Découvrez les marques de smartphones qui ont marqué l’histoire, mais dont la présence a disparu, laissant un vide dans le secteur. Des alternatives locales aux géants d’innovation, ces entreprises ont tenté de bousculer les codes sans réussir à s’adapter aux évolutions rapides du marché.
Ce phénomène a laissé un particulier cimetière de géants en France, avec des noms qui furent particulièrement populaires. Des acteurs locaux ayant rivalisé avec les plus grands aux innovateurs globaux incapables de s’adapter, nous revisitons quelques marques de mobiles qui nous manquent.
BQ : L’alternative espagnole
Pour le public espagnol, BQ est peut-être l’absence la plus ressentie. Née comme une entreprise de lecteurs de livres électroniques, elle a connu le succès avec sa gamme de smartphones Aquaris, qui offraient une relation qualité-prix exceptionnelle et une expérience Android presque pure, appréciée par les puristes.

BQ représentait l’idée que l’on pouvait concevoir une technologie compétitive en France. Ses appareils étaient honnêtes, fonctionnels et se sont forgé une solide communauté de fans. Cependant, l’arrivée de géants chinois comme Xiaomi ou Huawei, proposant des prix ultra-agressifs, a rendu la concurrence insoutenable. Bien que son héritage perdure dans d’autres domaines, son aventure dans la téléphonie mobile s’est arrêtée, laissant un vide que aucune autre marque locale n’a pu combler.
LG : L’innovation sans récompense
LG était l’éternel “autre” géant sud-coréen. Pendant des années, il fut synonyme d’audace et de recherche d’un facteur différentiel. Qui ne se souvient pas du LG G2 avec ses boutons à l’arrière, une idée ergonomique géniale ? Ou du LG G3, le premier mobile grand public à écran Quad HD ?
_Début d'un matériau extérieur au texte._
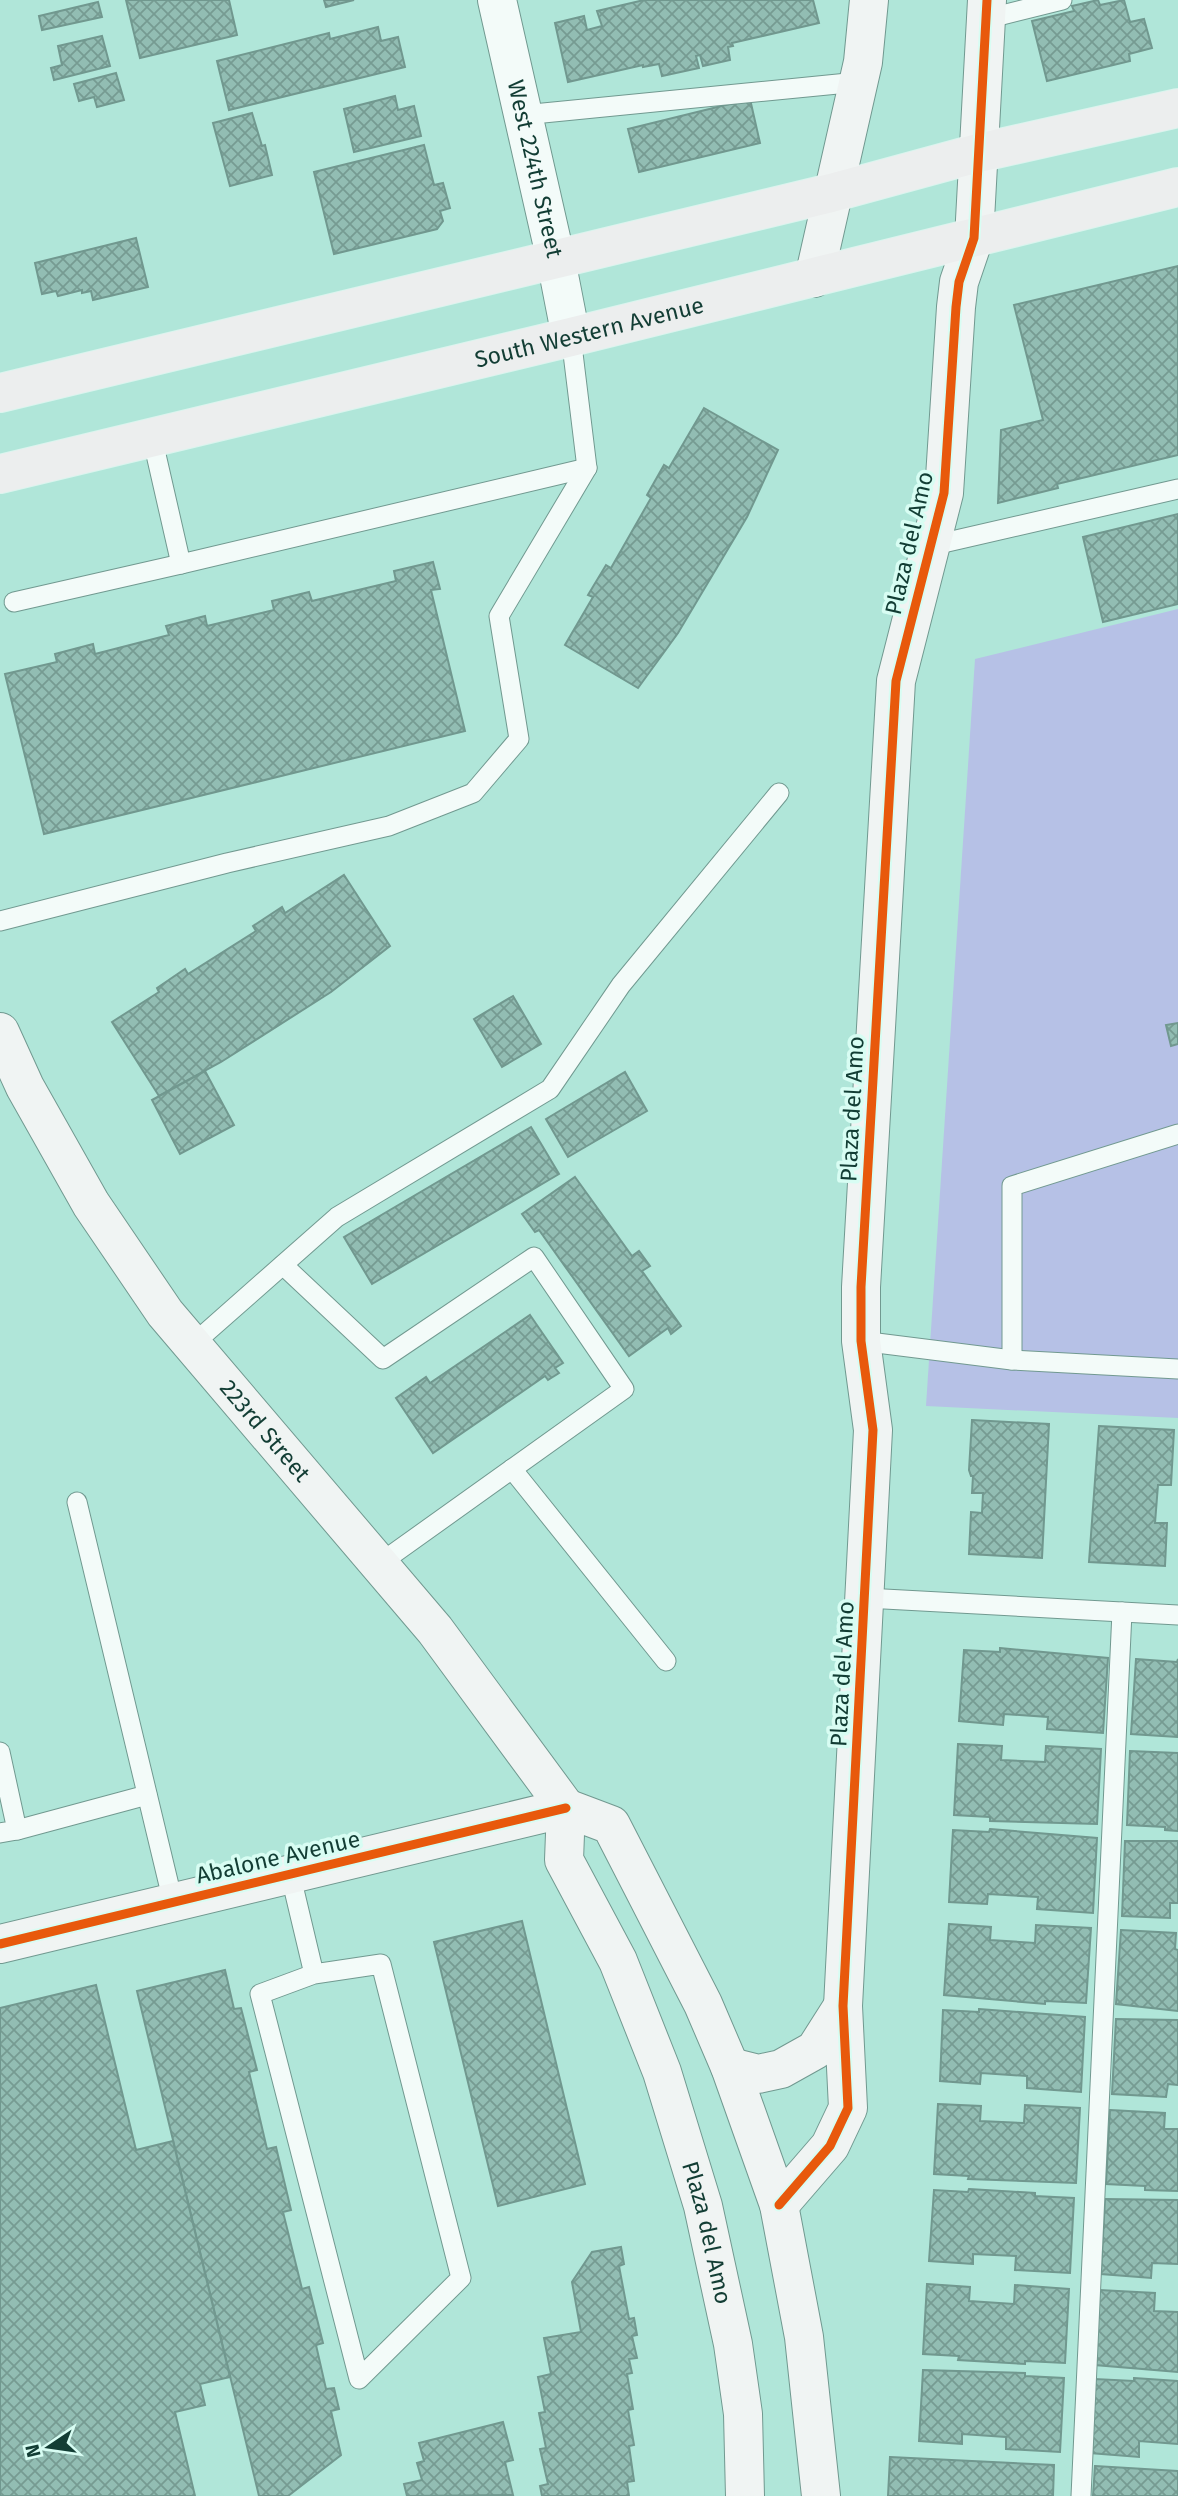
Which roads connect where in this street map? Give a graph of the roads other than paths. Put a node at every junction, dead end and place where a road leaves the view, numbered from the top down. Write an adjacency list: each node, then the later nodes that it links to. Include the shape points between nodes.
1 (497, 0): 7 (street, West 224th Street)
2 (869, 0): 5 (street)
3 (1062, 0): 4 (lane)
4 (987, 10): 8 (street, Plaza del Amo)
5 (858, 82): 7 (lane); 10 (street)
6 (1178, 108): 8 (main road)
7 (523, 115): 12 (street, West 224th Street)
8 (978, 153): 10 (main road); 11 (street, Plaza del Amo)
9 (1178, 187): 11 (main road, South Western Avenue)
10 (831, 193): 12 (main road); 13 (street)
11 (974, 238): 13 (main road, South Western Avenue); 20 (street, Plaza del Amo, via 959,282 944,493)
12 (556, 260): 14 (street, West 224th Street); 15 (main road)
13 (814, 278): 14 (main road, South Western Avenue)
14 (571, 337): 16 (main road, South Western Avenue); 17 (lane)
15 (0, 393)
16 (152, 437): 18 (main road, South Western Avenue); 21 (lane)
17 (587, 468): 21 (lane); 24 (lane, via 499,616 519,739 472,793 390,826)
18 (0, 474)
19 (1178, 488): 20 (lane)
20 (930, 546): 28 (street, Plaza del Amo, via 896,681)
21 (181, 564): 22 (lane)
22 (14, 602)
23 (779, 793): 27 (lane, via 621,985 550,1089 337,1217)
24 (0, 921)
25 (0, 1032): 29 (street, 223rd Street, via 25,1087 91,1204)
26 (1178, 1134): 30 (lane, via 1012,1186)
27 (283, 1265): 29 (lane); 32 (lane, via 383,1359 534,1257 624,1389)
28 (861, 1341): 30 (lane); 35 (street, Plaza del Amo, via 873,1430)
29 (192, 1345): 34 (street, 223rd Street)
30 (1012, 1360): 31 (lane)
31 (1178, 1369)
32 (512, 1469): 34 (lane); 38 (lane)
33 (77, 1502): 40 (lane)
34 (379, 1564): 41 (street, 223rd Street, via 435,1630)
35 (866, 1598): 36 (lane); 47 (street, Plaza del Amo)
36 (1122, 1612): 37 (lane); 52 (lane)
37 (1178, 1615)
38 (666, 1661)
39 (0, 1752): 42 (lane)
40 (147, 1795): 42 (lane); 44 (lane)
41 (566, 1808): 43 (street, Abalone Avenue); 48 (street, via 611,1825); 50 (street, Plaza del Amo, via 564,1860 618,1961 662,2072 703,2206 733,2344 743,2414)
42 (9, 1832)
43 (290, 1873): 44 (street, Abalone Avenue); 46 (lane)
44 (173, 1902): 45 (street, Abalone Avenue)
45 (0, 1944)
46 (314, 1974): 46 (lane, via 260,1994 359,2379 460,2278 381,1964)
47 (843, 2006): 48 (street, Plaza del Amo, via 815,2050 781,2069 758,2074); 49 (street, Plaza del Amo, via 848,2109 830,2146)
48 (730, 2067): 49 (street)
49 (779, 2205): 51 (street, via 804,2337)
50 (746, 2496)
51 (821, 2496)
52 (1081, 2496)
La société n’a jamais eu peur d’expérimenter : elle a misé sur les modules avec le LG G5, sur les caméras grand angle lorsque personne d’autre ne le faisait, ou sur des écrans secondaires dans sa série V. Toutefois, sa division mobile a accumulé des pertes pendant des années. Le marché ne récompensait pas toujours son audace et, finalement, en 2021, LG a pris la difficile décision de fermer complètement son activité de smartphones pour se concentrer sur d’autres secteurs rentables. Un grand nom s’est éteint, toujours en quête d’innovation.
BlackBerry : La fin du clavier physique
Il fut un temps où posséder une BlackBerry était un symbole de statut. Ses claviers QWERTY physiques étaient l’outil indispensable à la productivité et son service de messagerie, BlackBerry Messenger (BBM), fut le précurseur de ce qui est aujourd’hui WhatsApp. Ces appareils étaient les rois du monde professionnel et de la communication instantanée.

Sa chute fut aussi rapide que sa montée. Elle n’a pas su anticiper la révolution de l’iPhone et l’arrivée des écrans tactiles complets. Quand elle a tenté de réagir, il était déjà trop tard. Ni son système d’exploitation BlackBerry 10 ni ses tentatives ultérieures avec Android (comme les intéressants KEYone et KEY2) ne parvinrent à inverser la tendance. Sa disparition a marqué la fin d’une époque et la mort du clavier physique dans le haut de gamme.
HTC : Le pionnier oublié d’Android
Il est impossible d’évoquer l’histoire d’Android sans mentionner HTC. Ils ont fabriqué le premier téléphone Android de l’histoire, le HTC Dream. Pendant des années, ils furent la référence en matière de design et de qualité de fabrication, avec des appareils emblématiques comme le HTC Hero ou la série HTC One, dotée de son superbe boîtier en aluminium et de ses haut-parleurs frontaux BoomSound.

Sa surcouche de personnalisation, HTC Sense, fut longtemps la plus appréciée. Cependant, une série de décisions marketing peu judicieuses et la concurrence féroce de Samsung, puis d’autres marques asiatiques, l’ont peu à peu reléguée au second plan jusqu’à presque disparaître des cartes commerciales, du moins sur des marchés comme l’espagnol.